Учебный год закончился, прошли выпускные экзамены, и начальство, уходя в отпуск, возложило на нового учителя временные, на срок каникул, обязанности директора школы, чтобы присматривал за текущим ремонтом здания. Подняли зарплату, и это было весьма кстати. Рядом с Мельничуками сдавался домик за 60 рублей в месяц: учителю с 800 – 900 рублей оклада это было уже по карману. Домик на Пионерской улице, который позже Солженицын сможет купить[53], находился на отшибе: за 30 метров никто не жил и за 100 метров были видны все подходы. За калиткой и изгородью из колючих веток джангиля начиналась степь, а за ней синели Чу-Илийские горы. На улице, кроме глухой полевой тропинки, ничего не было; тишина во всякое время суток была изумительна. Домик с земляным полом (комната о двух окнах, кухня с окном и коридор) был добротный, высокий, светлый, чисто выбеленный. Новый жилец обставил его по своим средствам: кровать из трёх ящиков с матрацем и подушкой, набитых стружками (пошил сам), топчан, где сложены книги, чемодан, временно служивший столом (пока не появился настоящий), табуретка, посудный шкаф с полками, сколоченный из большого ящика. А ещё нужно было раздобыть одеяло (пока что согревала фронтовая шинель), топор и ведро; требовалась настольная лампа и множество мелочей; очень хотелось купить приёмник (Саня с начала Экибастуза был отлучён от музыки); приходилось запасаться топливом на зиму (вести за 20 километров саксаул), приобретать примус «для варки пищи»: иногда готовила старушка, сдавшая домик, но есть почему-то совсем не хотелось…

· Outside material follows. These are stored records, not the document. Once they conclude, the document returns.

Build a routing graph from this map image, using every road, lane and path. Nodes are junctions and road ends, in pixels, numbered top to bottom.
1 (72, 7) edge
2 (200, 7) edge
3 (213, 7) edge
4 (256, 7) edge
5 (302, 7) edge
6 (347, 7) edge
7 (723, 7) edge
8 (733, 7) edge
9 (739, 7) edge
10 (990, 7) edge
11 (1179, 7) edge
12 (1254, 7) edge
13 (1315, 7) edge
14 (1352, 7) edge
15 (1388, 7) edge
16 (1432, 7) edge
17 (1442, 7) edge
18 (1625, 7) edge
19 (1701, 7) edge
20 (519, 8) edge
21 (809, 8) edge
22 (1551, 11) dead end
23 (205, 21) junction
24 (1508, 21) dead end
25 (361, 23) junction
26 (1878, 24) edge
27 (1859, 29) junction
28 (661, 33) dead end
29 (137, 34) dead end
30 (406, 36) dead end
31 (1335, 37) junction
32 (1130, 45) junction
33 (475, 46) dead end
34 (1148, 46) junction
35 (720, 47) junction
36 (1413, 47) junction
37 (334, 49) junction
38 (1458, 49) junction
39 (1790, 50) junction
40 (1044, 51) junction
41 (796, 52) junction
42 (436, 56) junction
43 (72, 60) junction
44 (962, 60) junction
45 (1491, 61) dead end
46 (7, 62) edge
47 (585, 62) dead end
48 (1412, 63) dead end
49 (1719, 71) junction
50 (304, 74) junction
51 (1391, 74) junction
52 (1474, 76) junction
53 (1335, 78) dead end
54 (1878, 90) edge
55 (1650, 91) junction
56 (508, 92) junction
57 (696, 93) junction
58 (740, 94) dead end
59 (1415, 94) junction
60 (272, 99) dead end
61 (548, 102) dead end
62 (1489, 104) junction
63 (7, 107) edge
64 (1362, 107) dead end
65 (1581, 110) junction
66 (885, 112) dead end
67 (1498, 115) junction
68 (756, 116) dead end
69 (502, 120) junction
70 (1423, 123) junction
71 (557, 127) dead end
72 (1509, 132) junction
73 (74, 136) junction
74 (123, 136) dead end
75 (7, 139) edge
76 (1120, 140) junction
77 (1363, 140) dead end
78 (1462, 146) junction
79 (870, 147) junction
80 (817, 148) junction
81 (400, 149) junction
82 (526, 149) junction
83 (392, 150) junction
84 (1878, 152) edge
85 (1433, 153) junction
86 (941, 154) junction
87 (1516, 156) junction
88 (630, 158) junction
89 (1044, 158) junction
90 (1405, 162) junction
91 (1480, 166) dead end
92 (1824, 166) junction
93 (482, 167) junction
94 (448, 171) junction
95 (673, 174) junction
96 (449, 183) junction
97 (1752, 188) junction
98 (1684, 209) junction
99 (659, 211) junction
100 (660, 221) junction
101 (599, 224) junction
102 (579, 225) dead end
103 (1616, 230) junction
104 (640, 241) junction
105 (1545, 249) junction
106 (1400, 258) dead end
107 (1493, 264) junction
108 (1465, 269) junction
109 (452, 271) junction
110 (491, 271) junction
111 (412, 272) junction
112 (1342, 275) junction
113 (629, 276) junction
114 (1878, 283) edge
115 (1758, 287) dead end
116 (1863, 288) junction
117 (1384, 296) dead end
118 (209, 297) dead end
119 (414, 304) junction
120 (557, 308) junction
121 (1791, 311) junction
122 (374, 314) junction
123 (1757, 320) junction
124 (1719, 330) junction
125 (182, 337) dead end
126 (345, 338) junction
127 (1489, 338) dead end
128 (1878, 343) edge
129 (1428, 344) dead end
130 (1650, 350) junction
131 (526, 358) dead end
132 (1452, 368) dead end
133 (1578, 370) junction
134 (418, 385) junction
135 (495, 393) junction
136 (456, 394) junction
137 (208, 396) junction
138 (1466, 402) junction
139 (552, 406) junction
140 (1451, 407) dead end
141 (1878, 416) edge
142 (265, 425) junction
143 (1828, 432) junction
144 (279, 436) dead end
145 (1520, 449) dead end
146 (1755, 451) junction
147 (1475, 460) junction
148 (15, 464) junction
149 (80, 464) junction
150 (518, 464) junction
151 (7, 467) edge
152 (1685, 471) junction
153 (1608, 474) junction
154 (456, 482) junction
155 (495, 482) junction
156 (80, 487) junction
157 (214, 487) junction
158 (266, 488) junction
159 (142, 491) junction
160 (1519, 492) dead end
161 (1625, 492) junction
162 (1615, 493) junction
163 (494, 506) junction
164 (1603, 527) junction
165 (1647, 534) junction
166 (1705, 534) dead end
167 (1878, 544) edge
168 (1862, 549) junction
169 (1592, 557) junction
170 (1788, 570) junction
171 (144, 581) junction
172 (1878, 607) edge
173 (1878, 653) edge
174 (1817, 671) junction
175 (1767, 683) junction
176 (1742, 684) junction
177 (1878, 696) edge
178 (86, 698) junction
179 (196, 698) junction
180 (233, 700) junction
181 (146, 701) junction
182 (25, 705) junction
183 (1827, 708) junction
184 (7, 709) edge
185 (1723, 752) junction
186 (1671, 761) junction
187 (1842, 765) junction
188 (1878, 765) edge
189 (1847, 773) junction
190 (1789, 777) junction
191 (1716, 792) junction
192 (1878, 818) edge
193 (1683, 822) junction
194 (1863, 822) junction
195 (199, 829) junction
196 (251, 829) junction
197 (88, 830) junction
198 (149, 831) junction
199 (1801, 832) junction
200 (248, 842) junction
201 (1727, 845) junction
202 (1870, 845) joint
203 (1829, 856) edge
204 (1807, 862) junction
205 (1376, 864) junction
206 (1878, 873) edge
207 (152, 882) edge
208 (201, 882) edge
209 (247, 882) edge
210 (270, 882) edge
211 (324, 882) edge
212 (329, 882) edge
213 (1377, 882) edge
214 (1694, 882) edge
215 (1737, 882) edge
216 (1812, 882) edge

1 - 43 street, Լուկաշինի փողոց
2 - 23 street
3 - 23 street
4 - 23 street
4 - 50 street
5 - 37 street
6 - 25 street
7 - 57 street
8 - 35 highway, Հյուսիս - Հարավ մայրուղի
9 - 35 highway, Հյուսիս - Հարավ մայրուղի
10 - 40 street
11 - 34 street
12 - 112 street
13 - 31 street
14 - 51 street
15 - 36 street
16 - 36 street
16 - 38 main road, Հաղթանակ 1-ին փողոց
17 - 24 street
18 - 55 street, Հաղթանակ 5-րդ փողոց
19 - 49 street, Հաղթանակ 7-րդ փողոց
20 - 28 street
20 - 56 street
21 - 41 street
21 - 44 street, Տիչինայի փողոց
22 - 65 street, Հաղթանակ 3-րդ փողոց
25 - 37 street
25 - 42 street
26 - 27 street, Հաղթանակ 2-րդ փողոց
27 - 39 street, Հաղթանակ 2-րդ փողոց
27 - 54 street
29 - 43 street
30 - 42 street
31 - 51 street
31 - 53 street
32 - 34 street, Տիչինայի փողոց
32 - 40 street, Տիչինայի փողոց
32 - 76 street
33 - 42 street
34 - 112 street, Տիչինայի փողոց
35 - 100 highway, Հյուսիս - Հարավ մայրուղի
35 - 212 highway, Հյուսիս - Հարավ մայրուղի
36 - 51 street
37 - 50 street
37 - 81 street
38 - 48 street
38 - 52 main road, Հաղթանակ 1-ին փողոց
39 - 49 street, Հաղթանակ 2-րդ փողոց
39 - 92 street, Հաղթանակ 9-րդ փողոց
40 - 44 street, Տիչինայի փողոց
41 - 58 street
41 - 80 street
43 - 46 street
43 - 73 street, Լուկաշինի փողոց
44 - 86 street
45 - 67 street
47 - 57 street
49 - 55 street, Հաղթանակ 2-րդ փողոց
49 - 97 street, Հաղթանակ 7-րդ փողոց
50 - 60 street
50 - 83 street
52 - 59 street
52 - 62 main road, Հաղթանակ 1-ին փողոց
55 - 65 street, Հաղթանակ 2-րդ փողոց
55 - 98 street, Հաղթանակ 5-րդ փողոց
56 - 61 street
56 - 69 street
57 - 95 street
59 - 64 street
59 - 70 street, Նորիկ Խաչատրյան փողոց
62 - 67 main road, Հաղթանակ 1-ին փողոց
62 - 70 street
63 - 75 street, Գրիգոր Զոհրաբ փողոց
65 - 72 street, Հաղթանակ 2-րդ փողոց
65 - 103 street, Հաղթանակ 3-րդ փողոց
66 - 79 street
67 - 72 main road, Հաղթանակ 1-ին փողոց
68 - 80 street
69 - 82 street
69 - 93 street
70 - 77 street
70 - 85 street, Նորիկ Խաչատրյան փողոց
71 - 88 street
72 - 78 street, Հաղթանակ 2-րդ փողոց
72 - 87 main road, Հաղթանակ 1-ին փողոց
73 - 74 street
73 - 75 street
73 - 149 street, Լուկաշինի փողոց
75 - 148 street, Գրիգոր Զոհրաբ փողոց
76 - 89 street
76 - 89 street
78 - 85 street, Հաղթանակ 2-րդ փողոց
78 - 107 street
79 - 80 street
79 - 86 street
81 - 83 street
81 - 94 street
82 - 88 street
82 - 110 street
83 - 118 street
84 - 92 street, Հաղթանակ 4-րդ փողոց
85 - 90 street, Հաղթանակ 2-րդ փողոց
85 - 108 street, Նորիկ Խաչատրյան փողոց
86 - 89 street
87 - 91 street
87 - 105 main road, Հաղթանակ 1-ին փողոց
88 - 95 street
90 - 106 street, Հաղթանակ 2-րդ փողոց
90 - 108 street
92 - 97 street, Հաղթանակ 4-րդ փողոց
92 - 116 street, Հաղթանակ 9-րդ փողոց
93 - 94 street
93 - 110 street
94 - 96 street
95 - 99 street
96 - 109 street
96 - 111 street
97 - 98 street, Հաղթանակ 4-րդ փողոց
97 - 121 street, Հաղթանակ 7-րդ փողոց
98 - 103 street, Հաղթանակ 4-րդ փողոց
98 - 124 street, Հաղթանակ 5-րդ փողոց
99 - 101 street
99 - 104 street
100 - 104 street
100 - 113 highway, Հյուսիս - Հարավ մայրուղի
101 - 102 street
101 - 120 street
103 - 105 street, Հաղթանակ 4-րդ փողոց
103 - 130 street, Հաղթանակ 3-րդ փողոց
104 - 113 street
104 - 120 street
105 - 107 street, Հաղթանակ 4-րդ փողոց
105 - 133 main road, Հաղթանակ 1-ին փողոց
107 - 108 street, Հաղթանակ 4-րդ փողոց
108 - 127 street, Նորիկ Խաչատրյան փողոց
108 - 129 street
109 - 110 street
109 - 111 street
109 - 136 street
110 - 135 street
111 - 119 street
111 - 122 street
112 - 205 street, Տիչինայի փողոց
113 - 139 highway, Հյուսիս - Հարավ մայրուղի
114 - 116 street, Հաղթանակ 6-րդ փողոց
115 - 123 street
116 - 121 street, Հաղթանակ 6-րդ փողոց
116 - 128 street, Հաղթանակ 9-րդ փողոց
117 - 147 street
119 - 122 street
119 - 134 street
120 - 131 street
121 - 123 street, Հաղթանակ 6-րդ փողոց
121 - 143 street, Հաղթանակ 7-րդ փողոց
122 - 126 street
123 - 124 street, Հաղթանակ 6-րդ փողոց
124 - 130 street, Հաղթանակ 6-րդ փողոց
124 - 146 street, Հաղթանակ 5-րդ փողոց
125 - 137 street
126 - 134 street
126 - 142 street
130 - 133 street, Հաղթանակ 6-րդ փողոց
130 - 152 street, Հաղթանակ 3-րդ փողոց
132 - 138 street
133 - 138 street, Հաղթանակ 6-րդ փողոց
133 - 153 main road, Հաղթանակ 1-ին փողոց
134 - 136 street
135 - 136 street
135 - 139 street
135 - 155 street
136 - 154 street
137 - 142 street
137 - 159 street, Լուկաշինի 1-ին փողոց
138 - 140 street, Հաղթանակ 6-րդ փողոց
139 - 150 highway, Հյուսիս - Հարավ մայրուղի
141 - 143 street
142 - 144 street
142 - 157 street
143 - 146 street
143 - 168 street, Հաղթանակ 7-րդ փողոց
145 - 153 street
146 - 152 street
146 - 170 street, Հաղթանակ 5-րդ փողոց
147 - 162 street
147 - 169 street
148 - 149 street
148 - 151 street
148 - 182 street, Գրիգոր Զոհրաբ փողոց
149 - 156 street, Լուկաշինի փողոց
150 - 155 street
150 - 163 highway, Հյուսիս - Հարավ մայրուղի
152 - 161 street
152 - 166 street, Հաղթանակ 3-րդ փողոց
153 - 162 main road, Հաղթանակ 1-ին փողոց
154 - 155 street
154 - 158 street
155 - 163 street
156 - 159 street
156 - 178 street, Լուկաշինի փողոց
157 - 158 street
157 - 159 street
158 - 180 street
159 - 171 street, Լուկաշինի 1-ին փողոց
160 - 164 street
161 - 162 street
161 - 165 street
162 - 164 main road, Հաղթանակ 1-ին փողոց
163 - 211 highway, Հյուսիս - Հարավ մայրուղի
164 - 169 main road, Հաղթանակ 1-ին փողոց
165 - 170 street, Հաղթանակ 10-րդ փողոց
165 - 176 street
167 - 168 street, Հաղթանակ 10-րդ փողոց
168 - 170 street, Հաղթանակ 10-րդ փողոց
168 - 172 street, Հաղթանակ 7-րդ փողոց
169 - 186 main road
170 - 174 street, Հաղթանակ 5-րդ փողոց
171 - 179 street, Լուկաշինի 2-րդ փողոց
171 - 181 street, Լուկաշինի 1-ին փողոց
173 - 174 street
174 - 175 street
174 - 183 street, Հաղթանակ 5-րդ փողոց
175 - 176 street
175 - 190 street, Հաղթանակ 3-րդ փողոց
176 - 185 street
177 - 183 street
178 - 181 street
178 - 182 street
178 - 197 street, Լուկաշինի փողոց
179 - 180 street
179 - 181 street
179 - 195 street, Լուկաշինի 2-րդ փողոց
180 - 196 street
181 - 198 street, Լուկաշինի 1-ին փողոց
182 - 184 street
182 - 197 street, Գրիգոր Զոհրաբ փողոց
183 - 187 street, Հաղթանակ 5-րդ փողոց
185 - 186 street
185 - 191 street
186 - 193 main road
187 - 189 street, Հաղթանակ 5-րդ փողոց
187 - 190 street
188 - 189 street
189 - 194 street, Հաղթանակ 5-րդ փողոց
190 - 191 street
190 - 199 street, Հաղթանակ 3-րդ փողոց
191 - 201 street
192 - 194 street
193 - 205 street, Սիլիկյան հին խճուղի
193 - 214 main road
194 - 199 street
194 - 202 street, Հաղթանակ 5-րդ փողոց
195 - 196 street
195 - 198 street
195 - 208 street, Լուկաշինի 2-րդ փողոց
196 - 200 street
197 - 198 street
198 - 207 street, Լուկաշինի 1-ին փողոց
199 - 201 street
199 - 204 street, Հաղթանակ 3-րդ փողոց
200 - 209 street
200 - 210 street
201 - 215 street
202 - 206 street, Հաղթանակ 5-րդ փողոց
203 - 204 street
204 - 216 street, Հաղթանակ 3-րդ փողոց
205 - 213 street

Но зато с сентября 1953 года, перебравшись в домик, автор тысяч строк, спрятанных в памяти, получил возможность не только записывать сочинения, но и дорабатывать их, держать в руках мелко-мелко исписанные листы. И это уже было несомненное счастье.
Новый учебный год (1953/1954) начинался замечательно. Работа увлекала, он навёрстывал оборванный войной 1941 год и сознавал, что преподавание — его родная стихия. Вёл в двух десятых и двух девятых математику, физику, астрономию, имел свыше 30 часов в неделю, почти две ставки. Школа отнимала весь день, оставляя для писательства вечер и ночь.